**Exercise brief**
Would you transcribe each of the entries exactly, with nothing added or dropped?

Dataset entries
<<<<
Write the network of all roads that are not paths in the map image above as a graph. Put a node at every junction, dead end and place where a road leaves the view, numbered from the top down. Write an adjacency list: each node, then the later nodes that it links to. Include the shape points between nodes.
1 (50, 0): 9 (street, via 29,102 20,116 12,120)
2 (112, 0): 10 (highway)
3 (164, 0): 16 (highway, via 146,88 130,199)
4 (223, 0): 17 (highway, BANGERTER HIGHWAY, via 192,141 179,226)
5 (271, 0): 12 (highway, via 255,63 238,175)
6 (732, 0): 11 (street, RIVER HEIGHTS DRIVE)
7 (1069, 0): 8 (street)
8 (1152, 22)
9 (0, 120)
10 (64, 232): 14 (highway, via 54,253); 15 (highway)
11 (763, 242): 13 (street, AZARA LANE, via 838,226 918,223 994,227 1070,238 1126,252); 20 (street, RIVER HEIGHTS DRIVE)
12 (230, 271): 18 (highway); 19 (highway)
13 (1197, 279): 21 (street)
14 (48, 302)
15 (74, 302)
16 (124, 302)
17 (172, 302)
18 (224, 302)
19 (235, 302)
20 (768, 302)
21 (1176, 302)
>>>>
**Solution to the exercise**
Write the network of all roads that are not paths in the map image above as a graph. Put a node at every junction, dead end and place where a road leaves the view, numbered from the top down. Write an adjacency list: each node, then the later nodes that it links to. Include the shape points between nodes.
1 (50, 0): 9 (street, via 29,102 20,116 12,120)
2 (112, 0): 10 (highway)
3 (164, 0): 16 (highway, via 146,88 130,199)
4 (223, 0): 17 (highway, BANGERTER HIGHWAY, via 192,141 179,226)
5 (271, 0): 12 (highway, via 255,63 238,175)
6 (732, 0): 11 (street, RIVER HEIGHTS DRIVE)
7 (1069, 0): 8 (street)
8 (1152, 22)
9 (0, 120)
10 (64, 232): 14 (highway, via 54,253); 15 (highway)
11 (763, 242): 13 (street, AZARA LANE, via 838,226 918,223 994,227 1070,238 1126,252); 20 (street, RIVER HEIGHTS DRIVE)
12 (230, 271): 18 (highway); 19 (highway)
13 (1197, 279): 21 (street)
14 (48, 302)
15 (74, 302)
16 (124, 302)
17 (172, 302)
18 (224, 302)
19 (235, 302)
20 (768, 302)
21 (1176, 302)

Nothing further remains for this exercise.